* About this task:
The records should be repeated word for word, pictures excluded.

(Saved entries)
------

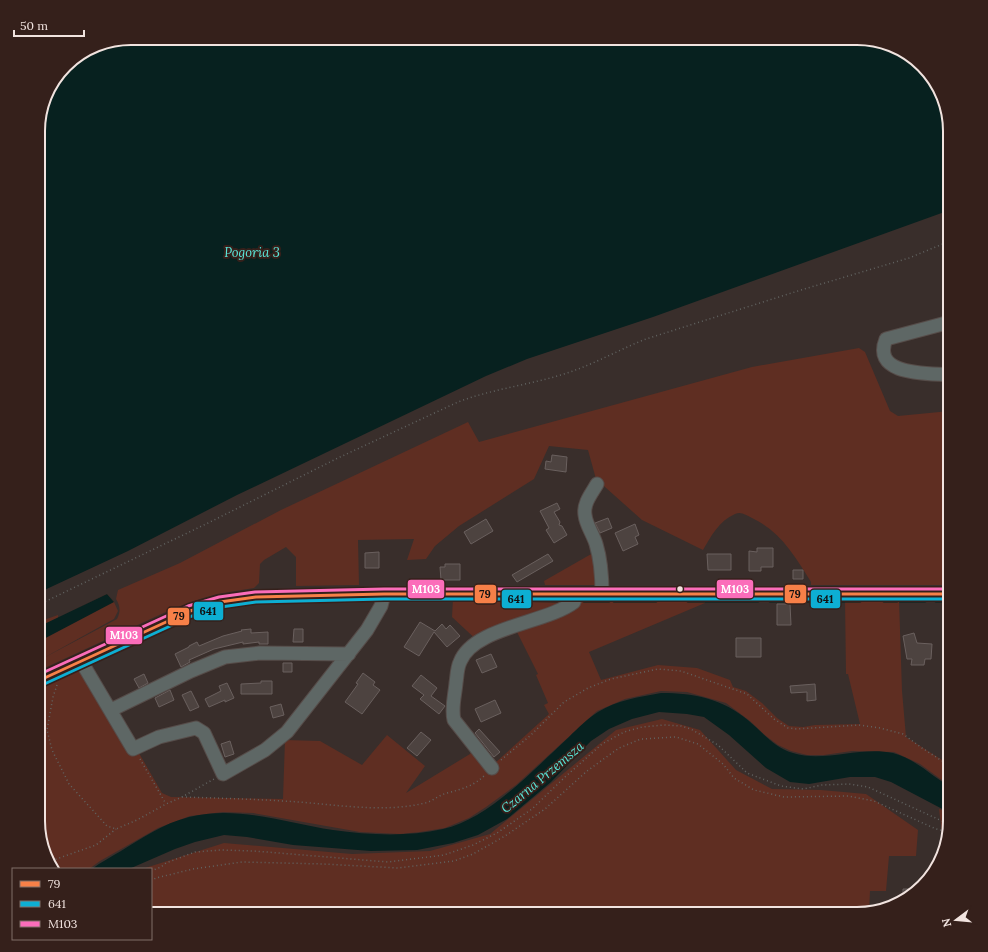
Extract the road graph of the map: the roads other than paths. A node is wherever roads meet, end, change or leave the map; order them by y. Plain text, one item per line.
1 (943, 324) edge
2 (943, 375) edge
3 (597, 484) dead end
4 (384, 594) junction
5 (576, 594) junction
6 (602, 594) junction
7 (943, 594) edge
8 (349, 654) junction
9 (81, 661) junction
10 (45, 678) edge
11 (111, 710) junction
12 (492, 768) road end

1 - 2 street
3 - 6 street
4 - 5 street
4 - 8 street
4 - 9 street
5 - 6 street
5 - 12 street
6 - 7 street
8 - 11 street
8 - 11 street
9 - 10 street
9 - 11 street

------

* Answer to the exercise:
Extract the road graph of the map: the roads other than paths. A node is wherever roads meet, end, change or leave the map; order them by y. Plain text, one item per line.
1 (943, 324) edge
2 (943, 375) edge
3 (597, 484) dead end
4 (384, 594) junction
5 (576, 594) junction
6 (602, 594) junction
7 (943, 594) edge
8 (349, 654) junction
9 (81, 661) junction
10 (45, 678) edge
11 (111, 710) junction
12 (492, 768) road end

1 - 2 street
3 - 6 street
4 - 5 street
4 - 8 street
4 - 9 street
5 - 6 street
5 - 12 street
6 - 7 street
8 - 11 street
8 - 11 street
9 - 10 street
9 - 11 street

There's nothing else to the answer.